Stanco delle continue imposizioni della Rete, il regista Renè Ferretti decide di abbandonare il mondo delle fiction. Dopo qualche mese di depressione viene contattato da Sergo, il vecchio direttore di produzione che dopo un infarto ha fondato una sua casa di produzione cinematografica e possiede in esclusiva i diritti per trarre un film dal celebre libro La Casta. Rene’ accetta entusiasta il progetto pur essendo la seconda scelta dopo l’abbandono di Matteo Garrone ma il dorato mondo del cinema presenta in fondo le stesse difficolta’ del mondo televisivo.
Dopo i riuscitissimi esperimenti di serialita’ tratti da pellicole di successo, la Fox mette in atto il processo inverso e porta nelle sale la sua serie di culto, Boris, che racconta la vita di una troupe televisiva con troppo cinismo e troppa verita’ per approdare su una televisione generalista.
Sul grande schermo Boris continua lo stesso gioco di mischiare personaggi palesemente finti ad altri reali (il gustoso cameo di Piovani che si gioca l’Oscar per la colonna sonora de La vita e’ bella a poker) a parodie: l’insicura ed afona Marilita Loy, “la piu’ brava attrice italiana”, si rivela gia’ dal nome la caricatura di Margherita Buy.
Miscela dinamitarda che, con lo stesso cattivo cinismo della serie, prende in giro il mondo del cinema a partire dalla programmazione di un multiplex nel periodo natalizio che propone il cartone del momento (per la precisione il classico Heidi) nella doverosa versione 3D e poi il cinepanettone che, finite le mete esotiche, e’ un Natale al Polo Nord. Il depresso Ferretti finira’ per scegliere il cinepanettone e la parodia del genere e’ esilarante.

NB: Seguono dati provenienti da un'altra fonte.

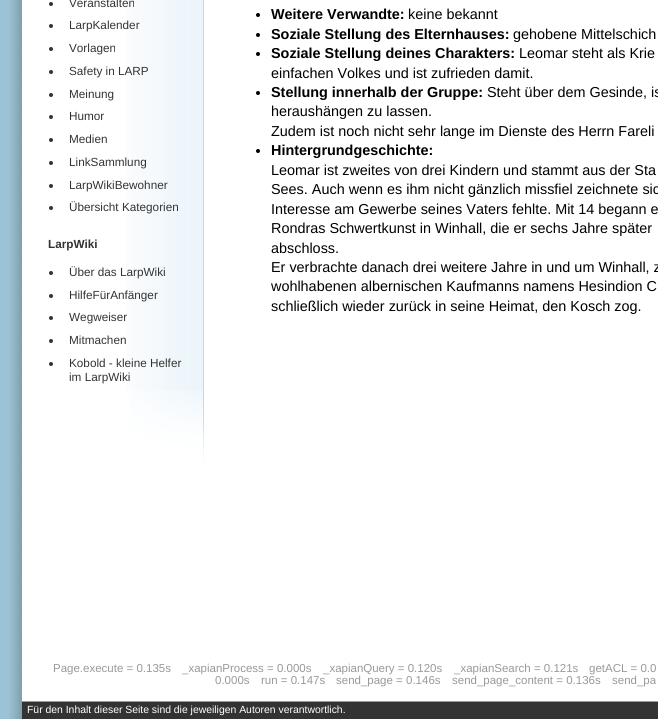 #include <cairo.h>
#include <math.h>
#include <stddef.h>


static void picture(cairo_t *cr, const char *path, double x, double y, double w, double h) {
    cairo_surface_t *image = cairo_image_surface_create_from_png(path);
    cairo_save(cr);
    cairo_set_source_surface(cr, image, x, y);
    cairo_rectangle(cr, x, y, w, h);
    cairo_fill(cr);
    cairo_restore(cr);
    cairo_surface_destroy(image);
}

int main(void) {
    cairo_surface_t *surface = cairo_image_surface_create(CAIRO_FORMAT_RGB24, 658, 719);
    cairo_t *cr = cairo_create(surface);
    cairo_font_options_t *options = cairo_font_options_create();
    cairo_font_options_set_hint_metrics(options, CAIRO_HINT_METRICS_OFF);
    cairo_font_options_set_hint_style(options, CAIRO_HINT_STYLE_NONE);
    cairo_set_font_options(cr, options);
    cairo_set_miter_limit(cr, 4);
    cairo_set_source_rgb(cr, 0.608, 0.765, 0.835);
    cairo_paint(cr);
    picture(cr, "img1.png", 9, 0, 649, 719);
    picture(cr, "img2.png", 126, 0, 78, 390);
    cairo_set_source_rgb(cr, 0.2, 0.2, 0.2);
    cairo_arc(cr, 51, 4, 2, 0, 2 * M_PI);
    cairo_fill(cr);
    cairo_select_font_face(cr, "Liberation Sans", CAIRO_FONT_SLANT_NORMAL, CAIRO_FONT_WEIGHT_NORMAL);
    cairo_set_font_size(cr, 11.75);
    cairo_move_to(cr, 69, 7);
    cairo_show_text(cr, "Veranstalten");
    cairo_new_path(cr);
    cairo_arc(cr, 51, 26, 2, 0, 2 * M_PI);
    cairo_fill(cr);
    cairo_move_to(cr, 69, 29);
    cairo_show_text(cr, "LarpKalender");
    cairo_new_path(cr);
    cairo_arc(cr, 51, 49, 2, 0, 2 * M_PI);
    cairo_fill(cr);
    cairo_move_to(cr, 69, 52);
    cairo_show_text(cr, "Vorlagen");
    cairo_new_path(cr);
    cairo_arc(cr, 51, 72, 2, 0, 2 * M_PI);
    cairo_fill(cr);
    cairo_move_to(cr, 69, 75);
    cairo_show_text(cr, "Safety in LARP");
    cairo_new_path(cr);
    cairo_arc(cr, 51, 95, 2, 0, 2 * M_PI);
    cairo_fill(cr);
    cairo_move_to(cr, 69, 98);
    cairo_show_text(cr, "Meinung");
    cairo_new_path(cr);
    cairo_arc(cr, 51, 117, 2, 0, 2 * M_PI);
    cairo_fill(cr);
    cairo_move_to(cr, 69, 120);
    cairo_show_text(cr, "Humor");
    cairo_new_path(cr);
    cairo_arc(cr, 51, 140, 2, 0, 2 * M_PI);
    cairo_fill(cr);
    cairo_move_to(cr, 69, 143);
    cairo_show_text(cr, "Medien");
    cairo_new_path(cr);
    cairo_arc(cr, 51, 163, 2, 0, 2 * M_PI);
    cairo_fill(cr);
    cairo_move_to(cr, 69, 166);
    cairo_show_text(cr, "LinkSammlung");
    cairo_new_path(cr);
    cairo_arc(cr, 51, 186, 2, 0, 2 * M_PI);
    cairo_fill(cr);
    cairo_move_to(cr, 69, 189);
    cairo_show_text(cr, "LarpWikiBewohner");
    cairo_new_path(cr);
    cairo_arc(cr, 51, 208, 2, 0, 2 * M_PI);
    cairo_fill(cr);
    cairo_move_to(cr, 69, 211);
    cairo_show_text(cr, "Übersicht Kategorien");
    cairo_select_font_face(cr, "Liberation Sans", CAIRO_FONT_SLANT_NORMAL, CAIRO_FONT_WEIGHT_BOLD);
    cairo_move_to(cr, 48, 248);
    cairo_show_text(cr, "LarpWiki");
    cairo_new_path(cr);
    cairo_arc(cr, 51, 273, 2, 0, 2 * M_PI);
    cairo_fill(cr);
    cairo_select_font_face(cr, "Liberation Sans", CAIRO_FONT_SLANT_NORMAL, CAIRO_FONT_WEIGHT_NORMAL);
    cairo_move_to(cr, 69, 276);
    cairo_show_text(cr, "Über das LarpWiki");
    cairo_new_path(cr);
    cairo_arc(cr, 51, 296, 2, 0, 2 * M_PI);
    cairo_fill(cr);
    cairo_move_to(cr, 69, 299);
    cairo_show_text(cr, "HilfeFürAnfänger");
    cairo_new_path(cr);
    cairo_arc(cr, 51, 318, 2, 0, 2 * M_PI);
    cairo_fill(cr);
    cairo_move_to(cr, 69, 321);
    cairo_show_text(cr, "Wegweiser");
    cairo_new_path(cr);
    cairo_arc(cr, 51, 341, 2, 0, 2 * M_PI);
    cairo_fill(cr);
    cairo_move_to(cr, 69, 344);
    cairo_show_text(cr, "Mitmachen");
    cairo_new_path(cr);
    cairo_arc(cr, 51, 364, 2, 0, 2 * M_PI);
    cairo_fill(cr);
    cairo_move_to(cr, 69, 367);
    cairo_show_text(cr, "Kobold - kleine Helfer");
    cairo_move_to(cr, 69, 381);
    cairo_show_text(cr, "im LarpWiki");
    picture(cr, "img3.png", 129, 390, 75, 74);
    cairo_set_source_rgb(cr, 0, 0, 0);
    cairo_arc(cr, 258, 15, 2, 0, 2 * M_PI);
    cairo_fill(cr);
    cairo_select_font_face(cr, "Liberation Sans", CAIRO_FONT_SLANT_NORMAL, CAIRO_FONT_WEIGHT_BOLD);
    cairo_set_font_size(cr, 14.4);
    cairo_move_to(cr, 271, 19);
    cairo_show_text(cr, "Weitere Verwandte:");
    cairo_select_font_face(cr, "Liberation Sans", CAIRO_FONT_SLANT_NORMAL, CAIRO_FONT_WEIGHT_NORMAL);
    cairo_move_to(cr, 408, 19);
    cairo_show_text(cr, "keine bekannt");
    cairo_new_path(cr);
    cairo_arc(cr, 258, 35, 2, 0, 2 * M_PI);
    cairo_fill(cr);
    cairo_select_font_face(cr, "Liberation Sans", CAIRO_FONT_SLANT_NORMAL, CAIRO_FONT_WEIGHT_BOLD);
    cairo_move_to(cr, 271, 39);
    cairo_show_text(cr, "Soziale Stellung des Elternhauses:");
    cairo_select_font_face(cr, "Liberation Sans", CAIRO_FONT_SLANT_NORMAL, CAIRO_FONT_WEIGHT_NORMAL);
    cairo_move_to(cr, 513, 39);
    cairo_show_text(cr, "gehobene Mittelschich");
    cairo_new_path(cr);
    cairo_arc(cr, 258, 54, 2, 0, 2 * M_PI);
    cairo_fill(cr);
    cairo_select_font_face(cr, "Liberation Sans", CAIRO_FONT_SLANT_NORMAL, CAIRO_FONT_WEIGHT_BOLD);
    cairo_move_to(cr, 271, 58);
    cairo_show_text(cr, "Soziale Stellung deines Charakters:");
    cairo_select_font_face(cr, "Liberation Sans", CAIRO_FONT_SLANT_NORMAL, CAIRO_FONT_WEIGHT_NORMAL);
    cairo_move_to(cr, 519, 58);
    cairo_show_text(cr, "Leomar steht als Krie");
    cairo_move_to(cr, 271, 78);
    cairo_show_text(cr, "einfachen Volkes und ist zufrieden damit.");
    cairo_new_path(cr);
    cairo_arc(cr, 258, 93, 2, 0, 2 * M_PI);
    cairo_fill(cr);
    cairo_select_font_face(cr, "Liberation Sans", CAIRO_FONT_SLANT_NORMAL, CAIRO_FONT_WEIGHT_BOLD);
    cairo_move_to(cr, 271, 97);
    cairo_show_text(cr, "Stellung innerhalb der Gruppe:");
    cairo_select_font_face(cr, "Liberation Sans", CAIRO_FONT_SLANT_NORMAL, CAIRO_FONT_WEIGHT_NORMAL);
    cairo_move_to(cr, 487, 97);
    cairo_show_text(cr, "Steht über dem Gesinde, is");
    cairo_move_to(cr, 271, 116);
    cairo_show_text(cr, "heraushängen zu lassen.");
    cairo_move_to(cr, 271, 136);
    cairo_show_text(cr, "Zudem ist noch nicht sehr lange im Dienste des Herrn Fareli");
    cairo_new_path(cr);
    cairo_arc(cr, 258, 151, 2, 0, 2 * M_PI);
    cairo_fill(cr);
    cairo_select_font_face(cr, "Liberation Sans", CAIRO_FONT_SLANT_NORMAL, CAIRO_FONT_WEIGHT_BOLD);
    cairo_move_to(cr, 271, 155);
    cairo_show_text(cr, "Hintergrundgeschichte:");
    cairo_select_font_face(cr, "Liberation Sans", CAIRO_FONT_SLANT_NORMAL, CAIRO_FONT_WEIGHT_NORMAL);
    cairo_move_to(cr, 271, 175);
    cairo_show_text(cr, "Leomar ist zweites von drei Kindern und stammt aus der Sta");
    cairo_move_to(cr, 271, 194);
    cairo_show_text(cr, "Sees. Auch wenn es ihm nicht gänzlich missfiel zeichnete sic");
    cairo_move_to(cr, 271, 214);
    cairo_show_text(cr, "Interesse am Gewerbe seines Vaters fehlte. Mit 14 begann e");
    cairo_move_to(cr, 271, 233);
    cairo_show_text(cr, "Rondras Schwertkunst in Winhall, die er sechs Jahre später");
    cairo_move_to(cr, 271, 253);
    cairo_show_text(cr, "abschloss.");
    cairo_move_to(cr, 271, 272);
    cairo_show_text(cr, "Er verbrachte danach drei weitere Jahre in und um Winhall, z");
    cairo_move_to(cr, 271, 291);
    cairo_show_text(cr, "wohlhabenen albernischen Kaufmanns namens Hesindion C");
    cairo_move_to(cr, 271, 311);
    cairo_show_text(cr, "schließlich wieder zurück in seine Heimat, den Kosch zog.");
    cairo_set_font_size(cr, 11.5);
    cairo_set_source_rgb(cr, 0.6, 0.6, 0.6);
    cairo_move_to(cr, 53, 672);
    cairo_show_text(cr, "Page.execute = 0.135s");
    cairo_move_to(cr, 182, 672);
    cairo_show_text(cr, "_xapianProcess = 0.000s");
    cairo_move_to(cr, 323, 672);
    cairo_show_text(cr, "_xapianQuery = 0.120s");
    cairo_move_to(cr, 454, 672);
    cairo_show_text(cr, "_xapianSearch = 0.121s");
    cairo_move_to(cr, 589, 672);
    cairo_show_text(cr, "getACL = 0.0");
    cairo_move_to(cr, 215, 684);
    cairo_show_text(cr, "0.000s");
    cairo_move_to(cr, 261, 684);
    cairo_show_text(cr, "run = 0.147s");
    cairo_move_to(cr, 336, 684);
    cairo_show_text(cr, "send_page = 0.146s");
    cairo_move_to(cr, 452, 684);
    cairo_show_text(cr, "send_page_content = 0.136s");
    cairo_move_to(cr, 612, 684);
    cairo_show_text(cr, "send_pa");
    cairo_set_source_rgb(cr, 0.2, 0.2, 0.2);
    cairo_rectangle(cr, 22, 702, 636, 17);
    cairo_fill(cr);
    cairo_set_source_rgb(cr, 0.6, 0.6, 0.6);
    cairo_rectangle(cr, 22, 701, 636, 1);
    cairo_fill(cr);
    cairo_set_font_size(cr, 10.4);
    cairo_set_source_rgb(cr, 1, 1, 1);
    cairo_move_to(cr, 27, 713);
    cairo_show_text(cr, "Für den Inhalt dieser Seite sind die jeweiligen Autoren verantwortlich.");
    cairo_surface_write_to_png(surface, "page.png");
    cairo_font_options_destroy(options);
    cairo_destroy(cr);
    cairo_surface_destroy(surface);
    return 0;
}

Dopo aver demolito il prodotto, la satira si concentra sul dietro le quinte dedicandosi all’impietosa analisi delle maestranze cinematografiche: produttori, direttori della fotografia e scenografi vengono mostrati nella loro boria e nel loro fasullo snobismo culturale, insopportabili per Rene’ che pian piano si ritrovera’ ad operare con la sua vecchia e sgangherata troupe. La lavorazione e’ perennemente in bilico e solo l’astuzia di Rene’ riuscira’ a portare a termine l’impresa trasformando quello che era un coraggioso film di denuncia in ben altro, in un finale in cui le risate degli spettatori si deformano in un ghigno amarissimo quando si comprende che la picaresca lavorazione del film a cui abbiamo assistito e’ una tragica metafora della realta’ italiana.